シオンがばっと手を引き離すとジャーミアが形のいい眉を下げた。
「あ」
「え?」
「あの…ごめんなさい、もう少しだけ繋いでいたくて…」
駄目ですか。そう聞かれ、シオンは暫し固まった後ゆっくりと空を仰ぎ見た。
「(可愛い)」
こんなにも可愛い人が自分の恋人でいいのだろうか、といっそ不安にすらなってくる。
「…駄目なわけない」
そうしてジャーミアの手を握り、彼女の体を抱き寄せる。
こうして腕の中にジャーミアがいることがこの上ない奇跡に思えた。
「…必ず、また迎えに来る…。どうか待っていてほしい」
「はい」
「共にエスタシオに行こう」
シオンはジャーミアの繊手にそっと口付けを落とした。
「…君をいつも想っている」
「私もです」
握られた手が熱い。
シオンの鼓動が伝わってくる。

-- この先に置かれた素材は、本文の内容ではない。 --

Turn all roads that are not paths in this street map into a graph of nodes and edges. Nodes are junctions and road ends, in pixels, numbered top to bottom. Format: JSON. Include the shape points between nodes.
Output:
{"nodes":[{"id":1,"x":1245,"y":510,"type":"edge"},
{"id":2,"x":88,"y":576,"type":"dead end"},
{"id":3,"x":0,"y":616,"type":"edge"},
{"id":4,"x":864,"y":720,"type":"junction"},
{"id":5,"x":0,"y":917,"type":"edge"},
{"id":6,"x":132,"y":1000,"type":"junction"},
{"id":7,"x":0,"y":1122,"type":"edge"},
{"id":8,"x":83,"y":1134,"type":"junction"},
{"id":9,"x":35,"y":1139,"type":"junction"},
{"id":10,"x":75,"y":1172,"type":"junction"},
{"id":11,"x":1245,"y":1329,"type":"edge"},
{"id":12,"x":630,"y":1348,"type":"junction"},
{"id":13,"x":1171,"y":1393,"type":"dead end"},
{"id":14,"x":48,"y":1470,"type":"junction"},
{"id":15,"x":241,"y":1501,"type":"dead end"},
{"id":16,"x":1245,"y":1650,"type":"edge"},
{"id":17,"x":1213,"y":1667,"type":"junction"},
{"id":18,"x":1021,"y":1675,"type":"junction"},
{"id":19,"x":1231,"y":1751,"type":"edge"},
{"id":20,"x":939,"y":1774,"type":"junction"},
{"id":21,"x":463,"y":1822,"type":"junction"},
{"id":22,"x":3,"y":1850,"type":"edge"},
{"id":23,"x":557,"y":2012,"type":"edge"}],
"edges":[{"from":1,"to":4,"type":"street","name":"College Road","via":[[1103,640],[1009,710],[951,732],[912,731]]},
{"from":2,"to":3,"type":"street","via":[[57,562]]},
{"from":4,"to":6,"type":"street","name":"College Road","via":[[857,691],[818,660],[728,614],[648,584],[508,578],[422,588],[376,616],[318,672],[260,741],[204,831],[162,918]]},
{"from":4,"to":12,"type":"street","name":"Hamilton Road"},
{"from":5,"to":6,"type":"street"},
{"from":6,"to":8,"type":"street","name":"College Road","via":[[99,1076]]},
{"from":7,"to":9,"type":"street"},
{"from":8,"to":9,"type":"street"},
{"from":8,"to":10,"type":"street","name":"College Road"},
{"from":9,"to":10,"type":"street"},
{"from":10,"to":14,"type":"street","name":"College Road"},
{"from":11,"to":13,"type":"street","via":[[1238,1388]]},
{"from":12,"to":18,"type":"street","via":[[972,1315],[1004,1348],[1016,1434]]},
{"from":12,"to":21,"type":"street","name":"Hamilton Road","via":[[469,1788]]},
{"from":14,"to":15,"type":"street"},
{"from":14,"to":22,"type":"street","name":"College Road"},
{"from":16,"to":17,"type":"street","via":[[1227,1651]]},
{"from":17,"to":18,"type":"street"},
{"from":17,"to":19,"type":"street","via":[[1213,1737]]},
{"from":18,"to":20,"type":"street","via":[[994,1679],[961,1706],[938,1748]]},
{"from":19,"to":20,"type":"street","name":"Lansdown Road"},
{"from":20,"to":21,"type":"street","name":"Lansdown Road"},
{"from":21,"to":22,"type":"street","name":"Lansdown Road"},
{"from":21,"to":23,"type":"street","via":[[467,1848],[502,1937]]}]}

なんて幸せな鼓動だろう。
ジャーミアは赤らんだ頬で微笑むと、そっと彼の胸元に寄り添った。
「…あなた」
びしり。
何かが固まるような音が聞こえた気がした。
何も返さないシオンを不思議に思ったジャーミアが、彼の顔を見上げる。
石化したシオンの体が傾いた、と、思った瞬間。
「シオン様!?」
ばしゃーんっととてつもなく大きな水音と飛沫を立たせながらシオンは泉の中へ落ちた。